[DATASET EXTRACT]
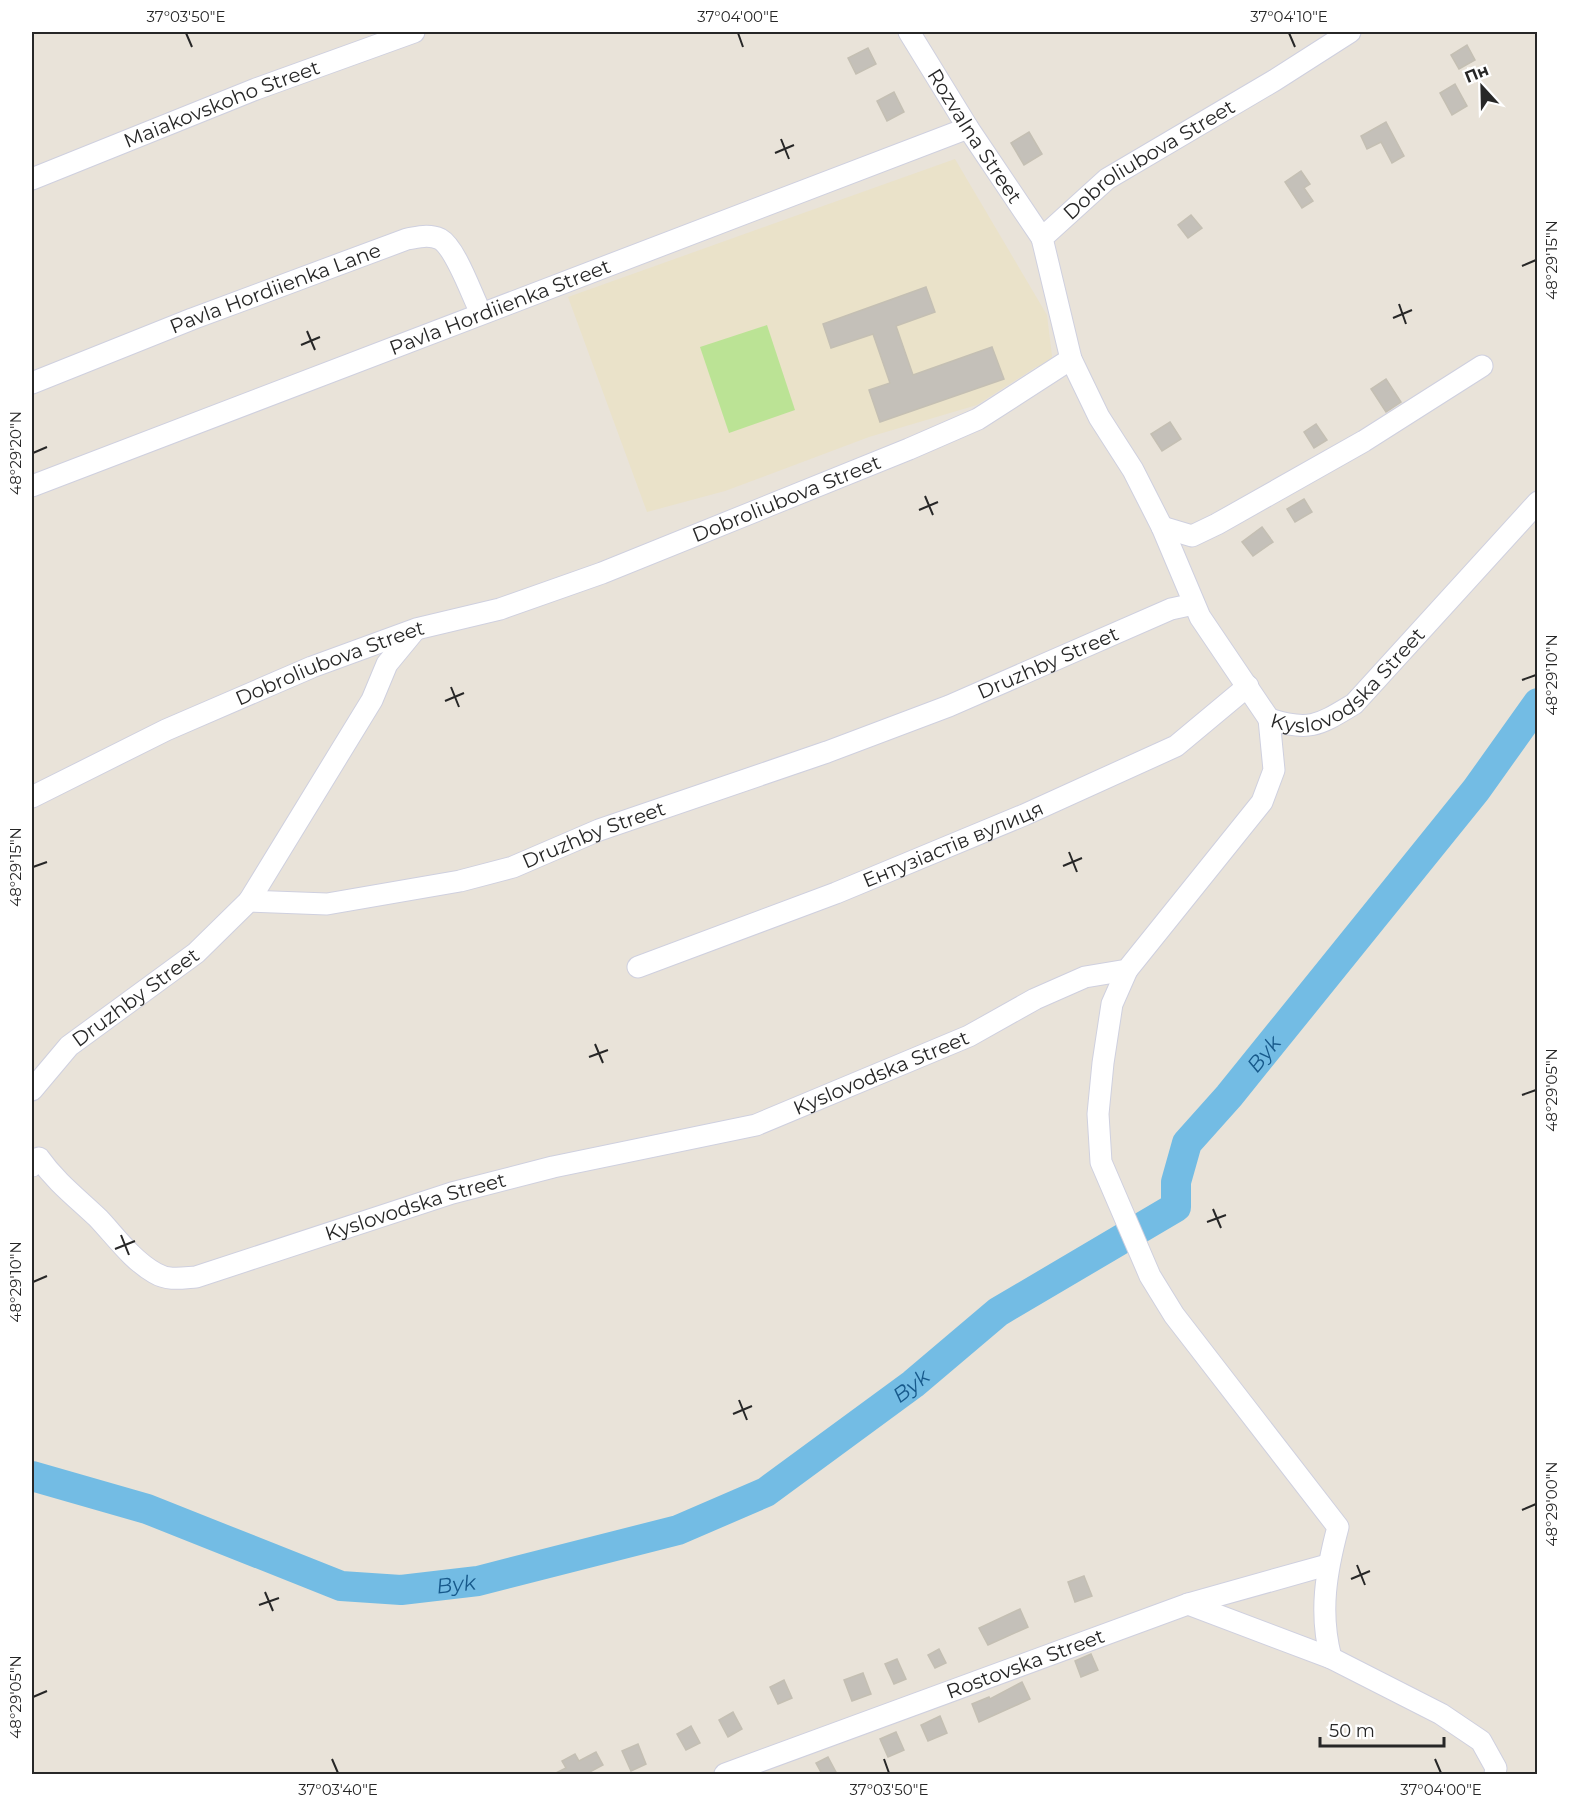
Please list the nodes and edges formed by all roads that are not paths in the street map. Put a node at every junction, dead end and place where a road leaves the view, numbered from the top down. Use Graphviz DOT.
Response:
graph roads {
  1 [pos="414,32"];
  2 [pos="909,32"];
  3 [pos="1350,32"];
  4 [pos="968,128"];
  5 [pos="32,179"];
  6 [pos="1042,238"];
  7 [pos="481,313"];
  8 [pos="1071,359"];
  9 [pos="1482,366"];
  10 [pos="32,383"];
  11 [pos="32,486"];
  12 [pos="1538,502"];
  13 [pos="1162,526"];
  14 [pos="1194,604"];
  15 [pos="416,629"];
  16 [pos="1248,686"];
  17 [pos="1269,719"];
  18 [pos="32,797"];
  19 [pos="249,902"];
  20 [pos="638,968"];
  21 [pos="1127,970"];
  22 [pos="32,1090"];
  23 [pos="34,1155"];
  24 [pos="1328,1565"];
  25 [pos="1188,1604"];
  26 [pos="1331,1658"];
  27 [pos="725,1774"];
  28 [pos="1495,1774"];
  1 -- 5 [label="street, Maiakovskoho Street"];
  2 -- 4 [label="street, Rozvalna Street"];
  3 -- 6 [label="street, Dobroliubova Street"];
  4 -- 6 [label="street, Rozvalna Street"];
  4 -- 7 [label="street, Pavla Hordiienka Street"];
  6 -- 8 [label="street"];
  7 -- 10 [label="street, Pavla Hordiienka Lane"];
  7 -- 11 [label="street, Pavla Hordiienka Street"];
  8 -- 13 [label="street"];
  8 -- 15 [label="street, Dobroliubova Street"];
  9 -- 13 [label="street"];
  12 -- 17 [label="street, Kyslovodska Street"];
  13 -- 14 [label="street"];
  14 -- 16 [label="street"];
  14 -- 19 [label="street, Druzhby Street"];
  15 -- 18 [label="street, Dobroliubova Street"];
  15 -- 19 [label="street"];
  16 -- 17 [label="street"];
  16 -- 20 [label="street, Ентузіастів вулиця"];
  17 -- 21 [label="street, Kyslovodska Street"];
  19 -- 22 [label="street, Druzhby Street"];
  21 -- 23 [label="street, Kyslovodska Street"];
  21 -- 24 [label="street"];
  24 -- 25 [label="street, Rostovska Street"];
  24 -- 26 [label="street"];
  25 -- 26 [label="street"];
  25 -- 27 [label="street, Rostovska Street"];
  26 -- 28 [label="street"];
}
[/DATASET EXTRACT]
[DATASET EXTRACT]
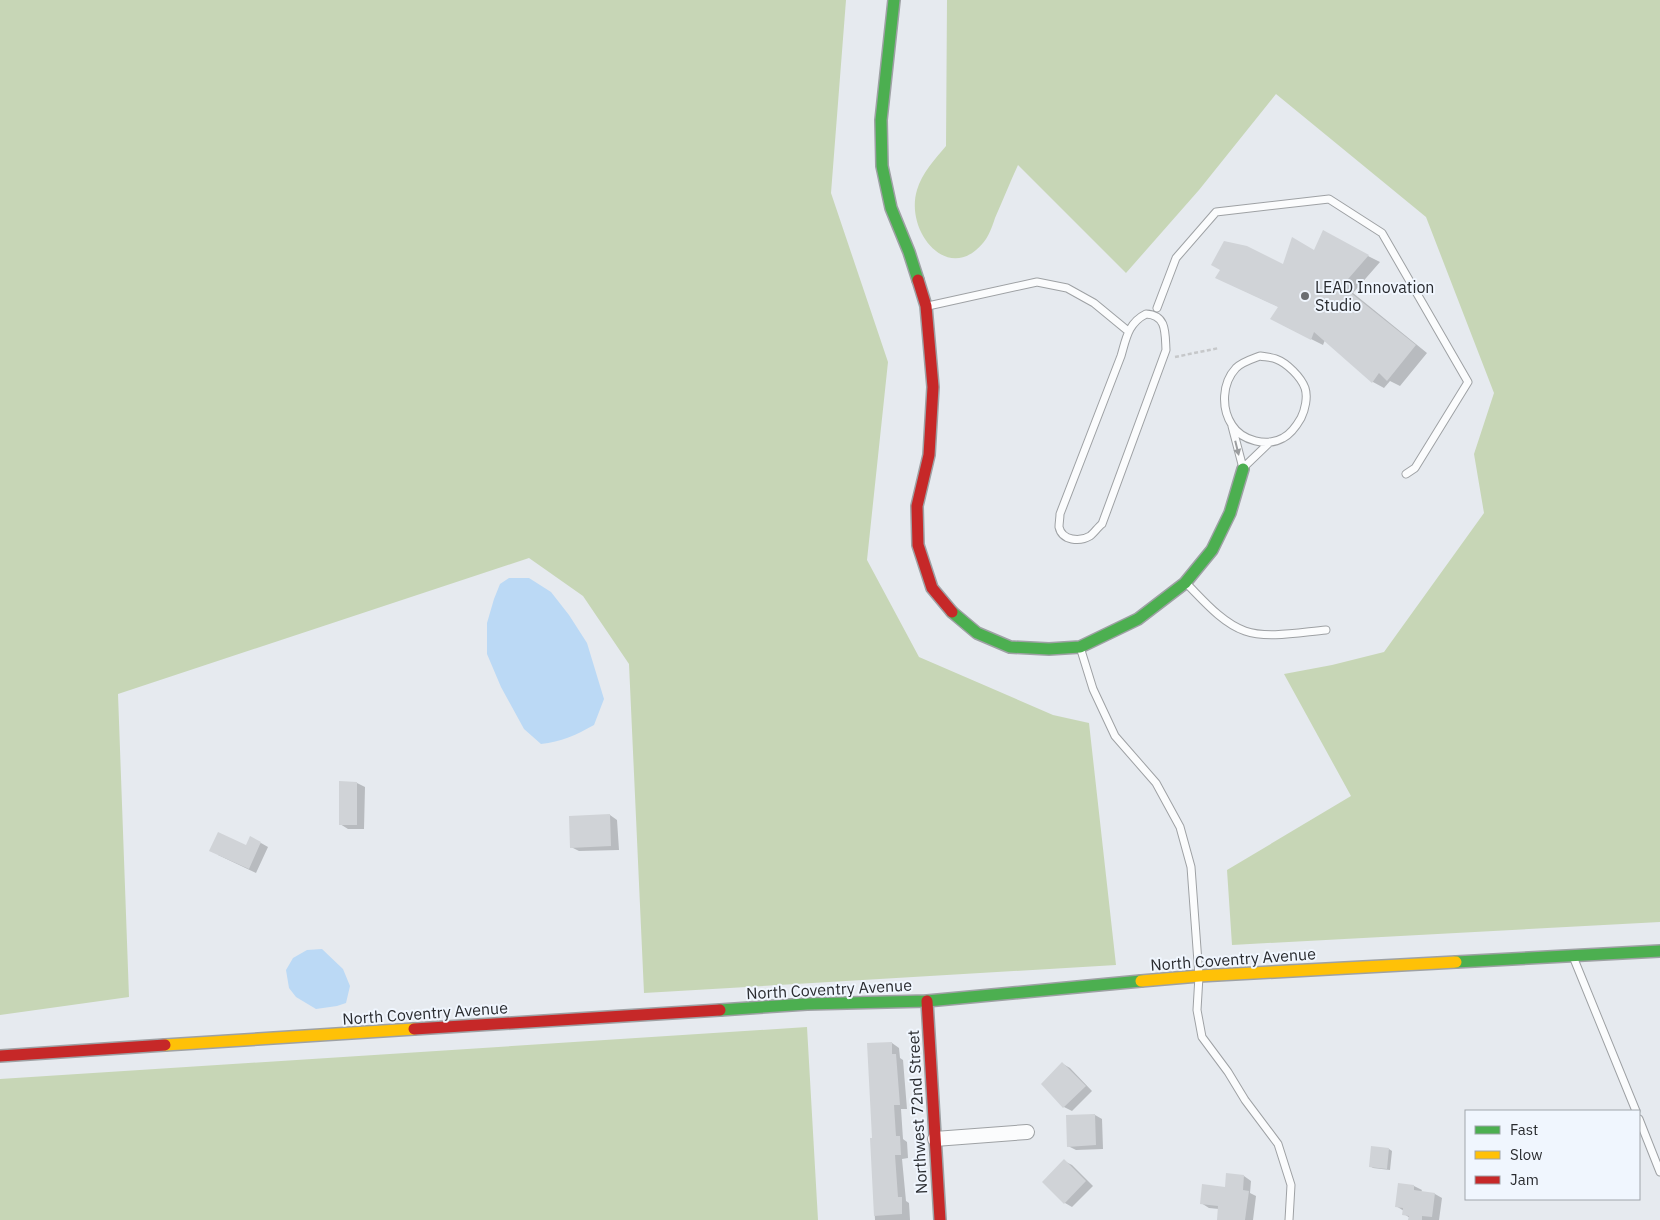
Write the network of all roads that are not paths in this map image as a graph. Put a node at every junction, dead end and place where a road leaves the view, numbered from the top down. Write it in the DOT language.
[/DATASET EXTRACT]
[DATASET EXTRACT]
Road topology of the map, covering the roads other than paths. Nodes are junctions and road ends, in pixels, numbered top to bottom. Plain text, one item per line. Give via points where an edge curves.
[/DATASET EXTRACT]
TASK DETAILS: The answer consists of every line above in which the word "view" occurs.

RESPONSE TO THIS EXERCISE:
Please list the nodes and edges formed by all roads that are not paths in the street map. Put a node at every junction, dead end and place where a road leaves the view, numbered from the top down. Use Graphviz DOT.
Write the network of all roads that are not paths in this map image as a graph. Put a node at every junction, dead end and place where a road leaves the view, numbered from the top down. Write it in the DOT language.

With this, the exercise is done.